2019 Maldivian parliamentary election
- All 87 seats in the People's Majlis 44 seats needed for a majority
- Turnout: 81.32% (▲3.40pp)
- This lists parties that won seats. See the complete results below.
| Party |  | Leader | Vote % | Seats | +/– |
|  | MDP | Mohamed Nasheed | 45.83 | 65 | +39 |
|  | JP | Qasim Ibrahim | 11.15 | 5 | −10 |
|  | PPM | Abdulla Yameen | 9.12 | 5 | −28 |
|  | PNC | Abdul Raheem Abdulla | 6.63 | 3 | New |
|  | MDA | Ahmed Siyam Mohamed | 3.16 | 2 | −3 |
|  | Independents | – | 21.55 | 7 | +2 |
- Results by constituency
| Speaker before | Speaker after |
| Qasim Ibrahim JP | Mohamed Nasheed MDP |

= 2019 Maldivian parliamentary election =

Parliamentary elections were held in the Maldives on 6 April 2019. The result was a landslide victory for the Maldivian Democratic Party, which won 65 of the 87 seats in the People's Majlis. This was the first time in Maldivian history that one party was able to secure a supermajority in parliament.

==Electoral system==
The 87 seats in the People's Majlis were elected in single-member constituencies using the first-past-the-post system. Prior to the elections the number of seats was increased from 85 to 87, with two new seats created in Malé; Machangoalhi Central was created by splitting Malé Central, whilst Hulhu-Henveiru was split into two new constituencies, Henveiru West and Hulhumalé.

==Campaign==
Prior to the elections, talks about forming an opposition alliance were held between the Maldivian Democratic Party (MDP), the Jumhooree Party (JP), the Adhaalath Party (AP) and former president Maumoon Abdul Gayoom, with a proposed agreement that the MDP would contest 40% of constituencies, the JP 25%, Gayoom supporters 20% and the AP 15%. However, the MDP opted to contest the elections alone after rejecting their proposed seat distribution as being too low.

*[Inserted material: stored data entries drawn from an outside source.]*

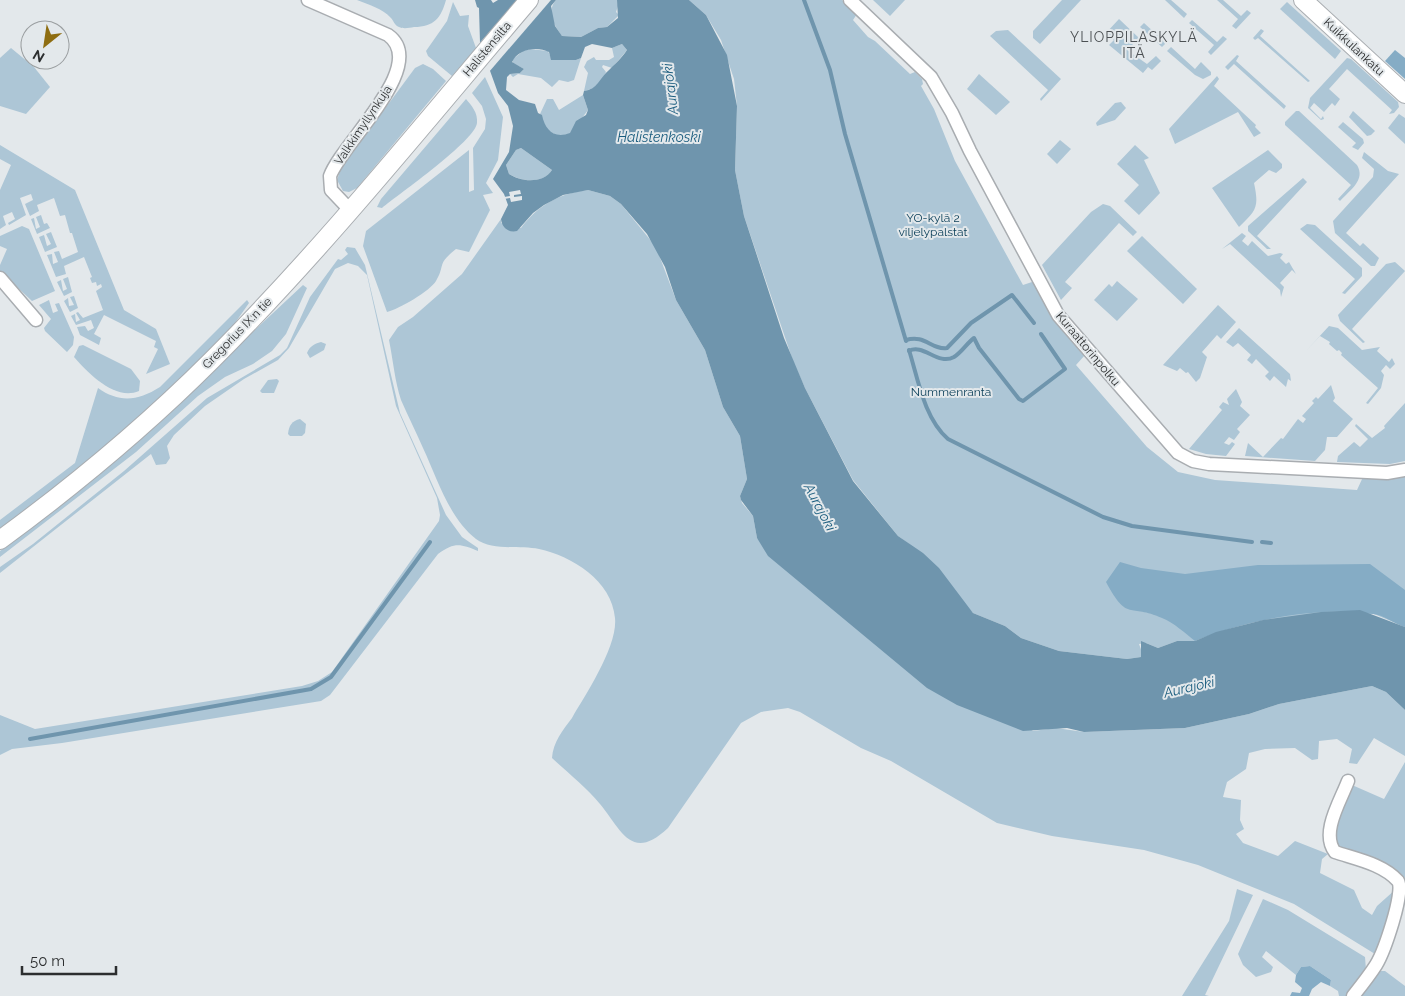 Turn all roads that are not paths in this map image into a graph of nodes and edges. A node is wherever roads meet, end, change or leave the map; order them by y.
1 (308, 0) edge
2 (529, 0) edge
3 (850, 0) edge
4 (1303, 0) edge
5 (1405, 94) edge
6 (446, 98) joint
7 (350, 210) junction
8 (0, 278) edge
9 (36, 320) dead end
10 (1405, 470) edge
11 (0, 540) edge
12 (1348, 781) dead end
13 (1353, 996) edge

1 - 7 street, Valkkimyllynkuja
2 - 6 street, Halistensilta
3 - 10 street, Kuraattorinpolku
4 - 5 street, Kuikkulankatu
6 - 7 street, Gregorius IX:n tie
7 - 11 street, Gregorius IX:n tie
8 - 9 street
12 - 13 street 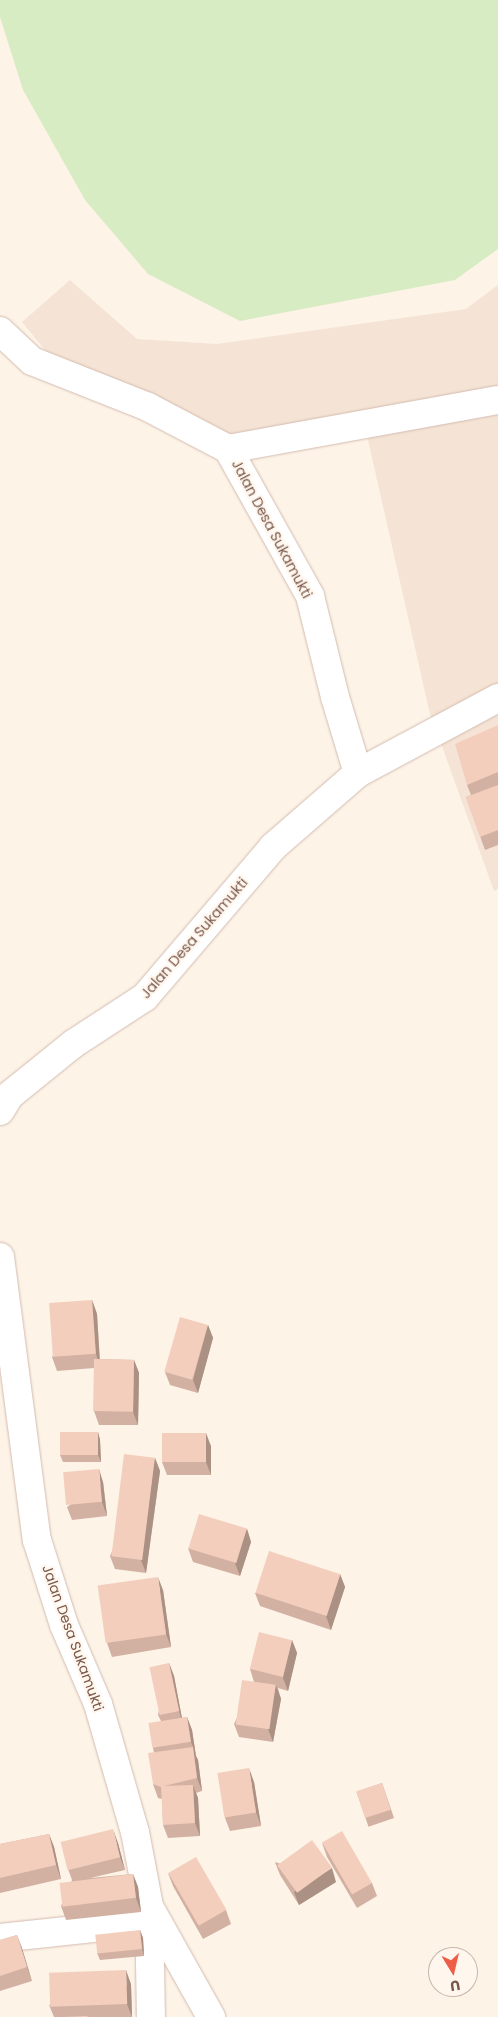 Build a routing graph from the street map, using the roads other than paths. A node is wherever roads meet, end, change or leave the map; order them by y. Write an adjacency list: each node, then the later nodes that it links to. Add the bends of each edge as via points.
1 (0, 331): 3 (street, Jalan Desa Sukamukti, via 32,361 148,407)
2 (498, 400): 3 (street)
3 (228, 449): 5 (street, Jalan Desa Sukamukti, via 310,596)
4 (498, 698): 5 (street, Jalan Desa Sukamukti)
5 (358, 774): 6 (street, Jalan Desa Sukamukti, via 273,847 145,997 73,1044 10,1095)
6 (0, 1111)
7 (0, 1258): 8 (street, Jalan Desa Sukamukti)
8 (10, 1414): 9 (street, Jalan Desa Sukamukti, via 37,1540 64,1625 98,1704 135,1832)
9 (149, 1914): 10 (street); 11 (street, Jalan Desa Sukamukti); 12 (street)
10 (0, 1938)
11 (151, 2017)
12 (211, 2017)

In December 2018 the PPM announced the names of 42 candidates for the elections, including 24 incumbent MPs. However, later in the month, former President Abdulla Yameen announced plans to leave the party and join the People's National Congress (PNC) due to a legal dispute over the leadership of the PPM. The PNC had been founded by Fonadhoo MP Abdul Raheem Abdulla with support from Yameen, and was also joined by Faafu Nilandhoo MP Abdulla Khaleel. The PPM and PNC would later announce an alliance for the election. Two other parties, the Maldives Labour and Social Democratic Party and the Maldives Third Way Democrats, were also founded in preparation for the elections.

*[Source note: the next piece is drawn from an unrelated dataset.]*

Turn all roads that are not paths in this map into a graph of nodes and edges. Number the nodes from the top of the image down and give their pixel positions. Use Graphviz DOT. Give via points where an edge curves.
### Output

The MDP held primary elections in January 2019, with 279 candidates running to become the party's nominees in 77 seats; in nine seats there was only one potential candidate, whilst there were no candidates for the PPM stronghold of Faafu Nilandhoo. Voting was open to around 86,000 party members, with five incumbent MPs being defeated. Former president Mohamed Nasheed was selected as the Machangoalhi Central candidate.

==Results==
Initial results suggested that the Maldivian Democratic Party was on course to win at least 59 seats, up to a maximum of 68 seats, in the legislature. Ultimately, the MDP won 65 out of the 87 seats. This was the first time since a democratic government was established in 2008 that a single party had been voted into power without the need for a coalition. It is also the first time a party or coalition had been elected with a two-thirds majority, which would enable the legislature to remove judges from the bench. If any other MPs choose to support the government, the MDP faction will reach a three-fourths majority, and will be able to pass amendments to the Maldivian constitution. Elected MPs took office on 28 May.

Former President Mohamed Nasheed was elected to represent Central Machchangoalhi five months after returning from exile, becoming the first former Maldivian president to be elected to Parliament. Additionally, he is expected to lead the MDP in the legislature.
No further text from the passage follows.